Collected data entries
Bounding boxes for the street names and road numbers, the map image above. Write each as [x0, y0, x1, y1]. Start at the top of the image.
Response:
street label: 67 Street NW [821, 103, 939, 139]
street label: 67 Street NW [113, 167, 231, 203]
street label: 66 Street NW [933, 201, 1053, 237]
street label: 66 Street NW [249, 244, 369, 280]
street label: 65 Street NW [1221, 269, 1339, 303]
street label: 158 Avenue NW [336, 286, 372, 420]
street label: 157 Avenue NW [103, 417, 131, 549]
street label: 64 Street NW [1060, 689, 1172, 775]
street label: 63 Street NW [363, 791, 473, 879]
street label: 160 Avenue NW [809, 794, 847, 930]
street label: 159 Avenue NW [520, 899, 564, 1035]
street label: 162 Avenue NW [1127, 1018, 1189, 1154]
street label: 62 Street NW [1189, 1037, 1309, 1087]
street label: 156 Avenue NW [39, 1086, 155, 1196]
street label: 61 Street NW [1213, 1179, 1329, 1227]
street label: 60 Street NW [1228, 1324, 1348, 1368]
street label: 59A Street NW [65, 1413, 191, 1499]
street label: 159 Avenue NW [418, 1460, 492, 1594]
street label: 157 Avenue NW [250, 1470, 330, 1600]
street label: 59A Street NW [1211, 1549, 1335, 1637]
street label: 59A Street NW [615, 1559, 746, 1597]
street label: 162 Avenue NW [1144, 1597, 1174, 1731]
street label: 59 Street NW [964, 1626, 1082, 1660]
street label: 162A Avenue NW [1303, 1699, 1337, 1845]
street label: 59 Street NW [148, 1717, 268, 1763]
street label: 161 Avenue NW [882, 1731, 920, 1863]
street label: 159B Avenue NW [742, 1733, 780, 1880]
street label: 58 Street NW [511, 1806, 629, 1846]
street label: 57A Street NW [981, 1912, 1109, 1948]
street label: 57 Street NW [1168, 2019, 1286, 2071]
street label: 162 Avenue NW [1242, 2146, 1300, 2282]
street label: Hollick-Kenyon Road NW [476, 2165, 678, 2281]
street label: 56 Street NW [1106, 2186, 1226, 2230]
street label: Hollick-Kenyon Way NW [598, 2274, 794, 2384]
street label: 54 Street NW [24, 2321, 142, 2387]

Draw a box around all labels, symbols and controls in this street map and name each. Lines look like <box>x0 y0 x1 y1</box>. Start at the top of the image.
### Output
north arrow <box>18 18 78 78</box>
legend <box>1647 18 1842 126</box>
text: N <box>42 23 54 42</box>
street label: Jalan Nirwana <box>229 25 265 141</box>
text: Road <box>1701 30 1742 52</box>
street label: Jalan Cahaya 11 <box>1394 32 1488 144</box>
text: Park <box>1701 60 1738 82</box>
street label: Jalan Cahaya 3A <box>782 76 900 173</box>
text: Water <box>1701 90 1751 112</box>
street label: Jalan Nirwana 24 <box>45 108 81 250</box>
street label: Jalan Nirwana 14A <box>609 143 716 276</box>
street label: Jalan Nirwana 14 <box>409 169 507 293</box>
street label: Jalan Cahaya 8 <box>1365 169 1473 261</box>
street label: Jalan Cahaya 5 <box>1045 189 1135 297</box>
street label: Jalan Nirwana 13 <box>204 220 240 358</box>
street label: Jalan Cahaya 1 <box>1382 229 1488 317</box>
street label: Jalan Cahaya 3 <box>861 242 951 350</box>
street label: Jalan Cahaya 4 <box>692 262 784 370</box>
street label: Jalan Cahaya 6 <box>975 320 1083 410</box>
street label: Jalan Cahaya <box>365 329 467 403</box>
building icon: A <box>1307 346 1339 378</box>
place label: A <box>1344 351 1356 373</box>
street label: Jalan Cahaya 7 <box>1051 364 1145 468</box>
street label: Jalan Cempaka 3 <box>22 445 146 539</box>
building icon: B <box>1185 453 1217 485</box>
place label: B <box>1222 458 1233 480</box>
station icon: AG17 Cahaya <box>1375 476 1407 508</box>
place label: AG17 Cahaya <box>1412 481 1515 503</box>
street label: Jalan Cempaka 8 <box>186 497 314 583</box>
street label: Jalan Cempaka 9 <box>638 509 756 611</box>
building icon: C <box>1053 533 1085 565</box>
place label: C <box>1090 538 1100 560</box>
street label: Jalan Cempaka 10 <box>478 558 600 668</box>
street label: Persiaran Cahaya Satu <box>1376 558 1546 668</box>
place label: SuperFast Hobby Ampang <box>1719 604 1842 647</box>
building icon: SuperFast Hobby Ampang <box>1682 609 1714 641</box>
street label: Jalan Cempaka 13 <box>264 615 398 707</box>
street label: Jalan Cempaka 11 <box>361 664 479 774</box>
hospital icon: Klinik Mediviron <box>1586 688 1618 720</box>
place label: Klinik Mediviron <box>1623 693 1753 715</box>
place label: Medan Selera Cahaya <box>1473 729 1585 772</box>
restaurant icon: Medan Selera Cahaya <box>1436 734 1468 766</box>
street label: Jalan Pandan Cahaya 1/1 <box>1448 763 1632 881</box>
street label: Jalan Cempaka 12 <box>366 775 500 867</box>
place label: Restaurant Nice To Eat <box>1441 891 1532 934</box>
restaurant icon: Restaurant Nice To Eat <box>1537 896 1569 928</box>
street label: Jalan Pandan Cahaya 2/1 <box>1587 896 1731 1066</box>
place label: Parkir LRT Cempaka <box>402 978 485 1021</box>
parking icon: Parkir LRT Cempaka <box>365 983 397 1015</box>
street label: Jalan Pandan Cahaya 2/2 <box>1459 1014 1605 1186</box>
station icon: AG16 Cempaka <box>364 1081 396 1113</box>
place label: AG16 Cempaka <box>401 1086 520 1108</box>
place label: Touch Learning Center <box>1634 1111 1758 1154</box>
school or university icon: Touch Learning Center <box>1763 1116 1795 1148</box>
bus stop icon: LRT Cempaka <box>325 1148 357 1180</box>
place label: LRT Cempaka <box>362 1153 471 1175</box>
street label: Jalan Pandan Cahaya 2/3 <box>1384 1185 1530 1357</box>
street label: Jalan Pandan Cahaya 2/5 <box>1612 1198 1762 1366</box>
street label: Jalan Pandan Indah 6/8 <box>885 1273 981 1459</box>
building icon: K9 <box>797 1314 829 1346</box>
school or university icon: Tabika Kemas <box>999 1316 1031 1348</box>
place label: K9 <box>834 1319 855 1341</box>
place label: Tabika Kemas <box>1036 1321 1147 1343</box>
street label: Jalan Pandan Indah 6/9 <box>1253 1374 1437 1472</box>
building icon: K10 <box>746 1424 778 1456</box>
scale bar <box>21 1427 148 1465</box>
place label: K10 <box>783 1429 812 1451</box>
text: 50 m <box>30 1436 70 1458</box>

WORK TO COMPLETE: Show every line from the entries above in which "station" appears.

ANSWER FOR THIS EXERCISE:
station icon: AG17 Cahaya <box>1375 476 1407 508</box>
station icon: AG16 Cempaka <box>364 1081 396 1113</box>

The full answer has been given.